*Your instructions:* Your job is to set down the stretch of entries that opens with the line containing "middle mcp: (348, 315)" and closes with the line containing "index dip: (256, 201)". Keep both end lines, copy each exactly, and add nothing.

------ Task input ------

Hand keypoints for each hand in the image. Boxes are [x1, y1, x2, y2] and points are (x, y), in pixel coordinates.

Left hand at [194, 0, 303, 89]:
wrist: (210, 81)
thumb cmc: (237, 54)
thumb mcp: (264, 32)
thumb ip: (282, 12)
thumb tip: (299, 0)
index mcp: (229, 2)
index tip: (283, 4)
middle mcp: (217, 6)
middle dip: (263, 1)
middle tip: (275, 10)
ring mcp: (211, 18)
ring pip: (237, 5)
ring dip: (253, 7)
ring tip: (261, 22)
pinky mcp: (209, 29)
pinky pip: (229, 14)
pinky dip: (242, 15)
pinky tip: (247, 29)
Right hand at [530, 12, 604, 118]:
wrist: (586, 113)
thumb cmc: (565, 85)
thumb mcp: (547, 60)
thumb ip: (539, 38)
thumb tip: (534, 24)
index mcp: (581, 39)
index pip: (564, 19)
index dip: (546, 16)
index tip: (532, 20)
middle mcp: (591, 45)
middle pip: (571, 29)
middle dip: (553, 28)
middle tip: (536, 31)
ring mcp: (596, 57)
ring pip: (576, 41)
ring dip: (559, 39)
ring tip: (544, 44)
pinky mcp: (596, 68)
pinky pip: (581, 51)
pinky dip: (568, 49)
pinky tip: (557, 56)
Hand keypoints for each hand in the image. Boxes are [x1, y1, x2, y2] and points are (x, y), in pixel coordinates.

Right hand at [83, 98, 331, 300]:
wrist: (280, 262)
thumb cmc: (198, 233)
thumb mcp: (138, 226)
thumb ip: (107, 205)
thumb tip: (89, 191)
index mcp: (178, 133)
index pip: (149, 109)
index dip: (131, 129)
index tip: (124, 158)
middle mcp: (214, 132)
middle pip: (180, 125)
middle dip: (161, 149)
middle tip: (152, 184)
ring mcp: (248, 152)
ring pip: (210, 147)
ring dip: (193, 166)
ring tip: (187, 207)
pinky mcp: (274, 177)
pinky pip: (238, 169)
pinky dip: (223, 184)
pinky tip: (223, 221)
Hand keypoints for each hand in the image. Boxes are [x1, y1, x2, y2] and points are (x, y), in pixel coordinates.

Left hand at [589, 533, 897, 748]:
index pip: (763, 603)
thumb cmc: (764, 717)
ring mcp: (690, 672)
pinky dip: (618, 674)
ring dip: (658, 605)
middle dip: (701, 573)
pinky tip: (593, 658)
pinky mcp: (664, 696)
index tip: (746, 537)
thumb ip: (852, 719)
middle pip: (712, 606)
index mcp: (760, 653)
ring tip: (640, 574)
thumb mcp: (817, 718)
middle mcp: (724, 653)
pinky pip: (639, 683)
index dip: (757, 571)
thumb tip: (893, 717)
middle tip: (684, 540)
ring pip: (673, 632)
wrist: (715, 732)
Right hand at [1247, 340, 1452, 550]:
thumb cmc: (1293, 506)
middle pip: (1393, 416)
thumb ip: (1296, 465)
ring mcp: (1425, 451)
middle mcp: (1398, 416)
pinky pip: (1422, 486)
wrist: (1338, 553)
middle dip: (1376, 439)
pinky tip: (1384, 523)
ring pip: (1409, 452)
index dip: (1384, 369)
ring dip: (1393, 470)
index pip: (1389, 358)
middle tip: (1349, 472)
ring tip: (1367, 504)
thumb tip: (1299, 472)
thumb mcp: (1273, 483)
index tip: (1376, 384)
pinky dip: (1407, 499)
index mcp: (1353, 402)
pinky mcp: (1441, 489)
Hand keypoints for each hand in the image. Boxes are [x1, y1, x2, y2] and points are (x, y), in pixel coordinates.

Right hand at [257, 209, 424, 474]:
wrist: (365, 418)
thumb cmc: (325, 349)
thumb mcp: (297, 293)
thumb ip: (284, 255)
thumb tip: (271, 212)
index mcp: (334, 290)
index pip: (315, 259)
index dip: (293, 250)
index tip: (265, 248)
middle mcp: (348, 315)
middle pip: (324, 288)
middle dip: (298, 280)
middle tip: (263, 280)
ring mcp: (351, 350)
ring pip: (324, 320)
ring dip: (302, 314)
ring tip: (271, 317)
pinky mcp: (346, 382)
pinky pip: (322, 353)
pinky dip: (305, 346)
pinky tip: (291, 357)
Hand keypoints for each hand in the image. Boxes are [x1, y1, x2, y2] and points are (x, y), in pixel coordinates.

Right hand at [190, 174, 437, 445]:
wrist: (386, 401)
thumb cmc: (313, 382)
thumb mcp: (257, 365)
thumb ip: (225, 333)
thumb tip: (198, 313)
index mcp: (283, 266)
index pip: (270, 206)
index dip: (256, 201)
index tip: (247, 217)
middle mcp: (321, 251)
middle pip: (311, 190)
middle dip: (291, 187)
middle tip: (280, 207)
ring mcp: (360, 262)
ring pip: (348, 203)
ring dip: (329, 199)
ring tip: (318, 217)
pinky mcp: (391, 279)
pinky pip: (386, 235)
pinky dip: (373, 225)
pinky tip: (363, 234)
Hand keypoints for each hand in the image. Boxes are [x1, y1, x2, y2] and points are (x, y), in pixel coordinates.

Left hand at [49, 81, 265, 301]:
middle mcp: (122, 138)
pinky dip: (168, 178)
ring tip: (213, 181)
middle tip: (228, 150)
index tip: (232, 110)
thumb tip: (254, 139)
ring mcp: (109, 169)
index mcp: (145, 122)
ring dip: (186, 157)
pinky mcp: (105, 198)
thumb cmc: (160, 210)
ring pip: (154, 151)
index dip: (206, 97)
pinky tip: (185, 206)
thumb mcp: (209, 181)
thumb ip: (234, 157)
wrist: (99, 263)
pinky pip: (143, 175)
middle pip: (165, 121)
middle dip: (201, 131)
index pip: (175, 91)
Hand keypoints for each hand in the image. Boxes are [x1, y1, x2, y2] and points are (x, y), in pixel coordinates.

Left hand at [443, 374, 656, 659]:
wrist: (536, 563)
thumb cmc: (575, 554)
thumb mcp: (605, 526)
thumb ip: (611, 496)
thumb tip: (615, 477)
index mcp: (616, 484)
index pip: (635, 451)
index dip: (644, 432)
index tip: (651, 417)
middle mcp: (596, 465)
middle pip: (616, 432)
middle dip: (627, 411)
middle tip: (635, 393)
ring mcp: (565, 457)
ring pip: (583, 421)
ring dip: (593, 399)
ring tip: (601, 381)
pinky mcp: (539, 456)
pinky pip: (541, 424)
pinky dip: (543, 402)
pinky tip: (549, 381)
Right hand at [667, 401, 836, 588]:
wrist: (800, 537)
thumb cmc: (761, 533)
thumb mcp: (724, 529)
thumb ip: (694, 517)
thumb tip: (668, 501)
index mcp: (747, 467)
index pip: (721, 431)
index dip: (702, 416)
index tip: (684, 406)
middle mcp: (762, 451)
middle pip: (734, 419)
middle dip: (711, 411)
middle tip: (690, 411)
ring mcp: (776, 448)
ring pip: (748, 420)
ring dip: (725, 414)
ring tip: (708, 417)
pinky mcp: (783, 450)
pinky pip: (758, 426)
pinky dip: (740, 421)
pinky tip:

------

*Task solution:*
middle mcp: (348, 315)
middle pip: (324, 288)
middle dip: (298, 280)
middle tip: (263, 280)
ring mcp: (351, 350)
ring pip: (324, 320)
ring dip: (302, 314)
ring tip: (271, 317)
pinky mcp: (346, 382)
pinky pip: (322, 353)
pinky dip: (305, 346)
pinky tip: (291, 357)
Hand keypoints for each hand in the image. Boxes are [x1, y1, x2, y2] and points are (x, y), in pixel coordinates.

Right hand at [190, 174, 437, 445]:
wrist: (386, 401)
thumb cmc: (313, 382)
thumb mcp: (257, 365)
thumb ip: (225, 333)
thumb tip: (198, 313)
index mcp: (283, 266)
index pip: (270, 206)
index dip: (256, 201)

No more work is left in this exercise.